En 1982, ce sont Hampton Fancher et David Webb Peoples qui avaient eu la lourde tâche d’adapter le roman de Philip K. Dick, Les Androïdes rêvent-ils de Moutons électriques?. Hampton Fancher est de retour en 2017, aidé par Michael Green, et ils nous livrent une partition inespérée, en déroulant une intrigue s’appuyant sur le premier film, et offrant des ramifications tout simplement magnifiques! C’est dans la tenue exemplaire de ce script que l’on a l’impression que tout a été pensé au départ comme un diptyque, et c’est tout simplement impressionnant! Et quand on a un metteur en scène du niveau de Denis Villeneuve pour donner corps à ce scénario, on ne peut qu’adhérer au concept. La peur initiale de ce projet fait place à une plongée envoûtante dans ce futur tragique, en explorant de manière encore plus approfondie les thématiques mises en place dans le premier volet.

Blade Runner 2049 va nous interroger sur les notions fondamentales que sont l’humanité, l’amour, la mort, la liberté, et il va le faire avec une aisance et une intelligence rares. C’est difficile de pouvoir développer le propos sans spoiler, donc je ne m’attarderais pas trop là-dessus, mais Villeneuve nous offre des moments de grâce tout simplement sublimes et jamais vus, parvenant à faire surgir l’émotion dans ce futur aseptisé. Ana de Armas est tout simplement sublime, et offre une vision tellement intense de ce qu’est l’amour! L’actrice cubaine, vue dans le Knock Knock d’Eli Roth ou plus récemment dans Overdrive, est tellement touchante… C’est un plaisir aussi de retrouver Jared Leto, dans un rôle qui pour plusieurs raisons s’apparente énormément à celui de Marlon Brando dans Apocalypse now! Il possède une présence imposante et presque christique, en sa qualité de concepteur… Il y a une galerie de personnages qui ont chacun leur importance, et qui sont joués par des acteurs très impliqués, comme Robin Wright, Sylvia Hoeks, Mackenzie Davis ou encore l’incontournable Dave Bautista! La gestion de tous ces êtres est faite avec beaucoup d’intelligence également, et Blade Runner 2049 parvient à rendre justice à chacun d’eux.

Et il ne fallait évidemment pas oublier Harrison Ford, qui après son retour dans Star Wars: Episode VII – le Réveil de la Force, revient également dans un autre de ses rôles emblématiques, celui de Rick Deckard. Ce retour n’est pas simplement un hommage au personnage originel, mais une vraie réussite avec une implication totale du personnage dans ce scénario inventif. Du début du film jusqu’à sa résolution, il y a une logique implacable dans toute l’élaboration du récit, et Harrison Ford constitue un rouage essentiel de cette machine. Il apporte une touche d’humanité supplémentaire, en incarnant la fuite du temps avec un mélange de cynisme, d’humour et de tragique, et c’est en cela que l’on reconnait la grande classe de l’acteur.

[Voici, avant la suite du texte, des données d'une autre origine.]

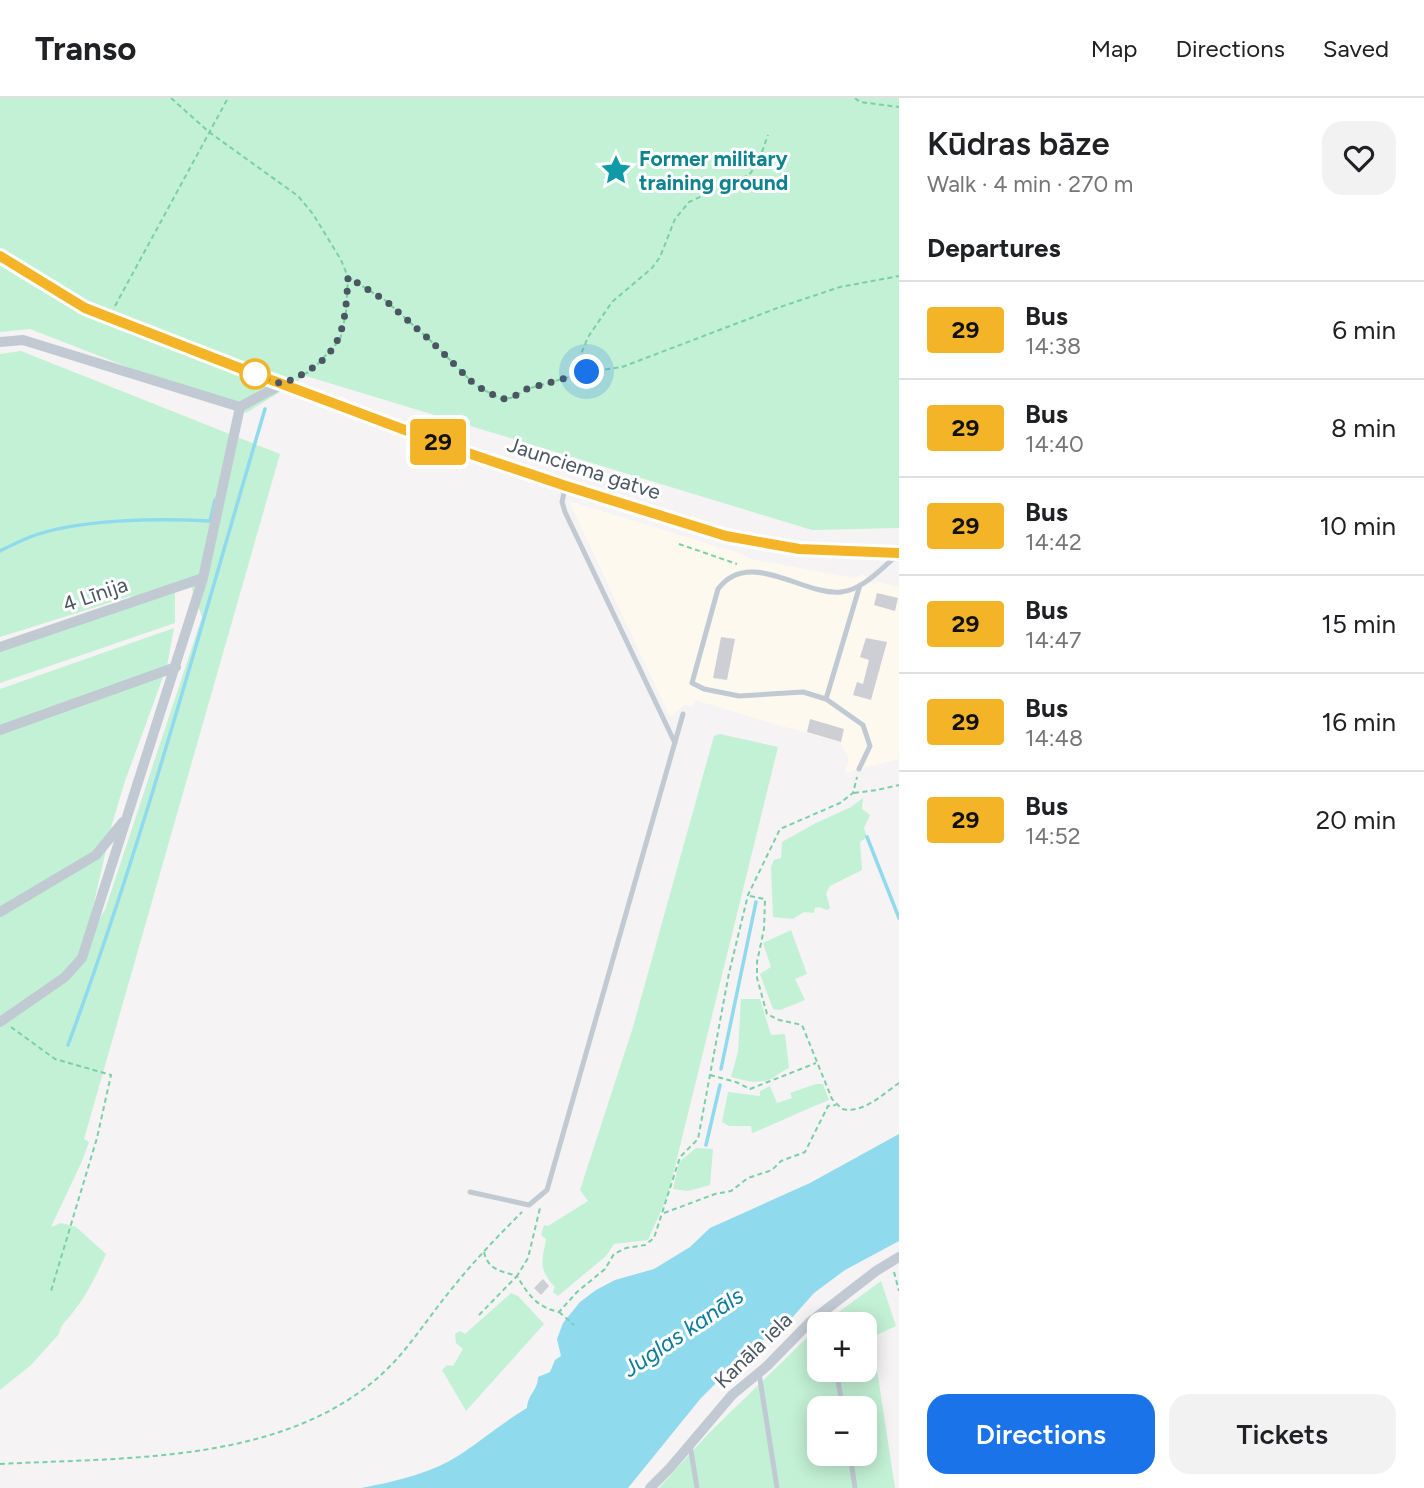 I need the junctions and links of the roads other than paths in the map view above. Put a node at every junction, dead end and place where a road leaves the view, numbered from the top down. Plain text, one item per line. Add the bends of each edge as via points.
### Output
1 (0, 256) edge
2 (0, 342) edge
3 (282, 384) junction
4 (240, 407) junction
5 (566, 486) junction
6 (565, 512) junction
7 (556, 516) dead end
8 (899, 553) edge
9 (203, 578) junction
10 (860, 585) junction
11 (0, 646) edge
12 (176, 667) junction
13 (825, 699) junction
14 (683, 715) dead end
15 (0, 730) edge
16 (675, 743) junction
17 (859, 769) road end
18 (126, 819) junction
19 (0, 912) edge
20 (1, 1021) edge
21 (470, 1192) dead end
22 (895, 1259) edge
23 (827, 1309) junction
24 (827, 1312) edge
25 (759, 1373) junction
26 (690, 1446) junction
27 (852, 1466) edge
28 (650, 1488) edge
29 (697, 1488) edge
30 (777, 1488) edge
31 (855, 1488) edge

1 - 3 main road, Jaunciema gatve via 85,308
2 - 4 street via 23,340
3 - 4 street
3 - 5 main road, Jaunciema gatve
4 - 9 street
5 - 6 lane
5 - 8 main road, Jaunciema gatve via 726,536 799,549
6 - 7 lane
6 - 16 lane
8 - 10 lane
9 - 11 street, 4 Līnija
9 - 12 street
10 - 13 lane
10 - 13 lane via 828,592 760,572 725,580 718,589 692,683 739,696 803,692
12 - 15 street
12 - 18 street
13 - 17 lane via 863,725 870,746
14 - 16 lane
16 - 21 lane via 547,1190 529,1205
18 - 19 street via 96,855
18 - 20 street via 82,958 65,976
22 - 23 street, Kanāla iela
23 - 24 lane
23 - 25 street, Kanāla iela
25 - 26 street, Kanāla iela via 732,1395
25 - 30 lane
26 - 28 street, Kanāla iela
26 - 29 lane
27 - 31 lane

Denis Villeneuve est parvenu à recréer l’univers si complexe mis sur pied par Ridley Scott, et à en explorer des recoins inconnus jusqu’alors. Sa manière de poursuivre ce récit tragique opposant humains et réplicants est exemplaire, et sa mise en scène est sublime. Je ne suis pas un fan absolu de l’auteur, n’ayant pas adhéré à PrisonersEnemy ou Premier Contact, mais je trouve que Blade Runner 2049 rejoint l’excellence que l’on avait déjà pu déceler chez lui dans Polytechnique, Incendies et Sicario. Blade Runner 2049 est une oeuvre envoûtante, parfois difficile d’accès, mais qui en présentant ce monde déshumanisé, parvient à générer des émotions intenses! Et il faut bien évidemment souligner le travail colossal de Roger Deakins, chef-opérateur qui est presque un magicien tant l’ensemble se tient de si belle manière!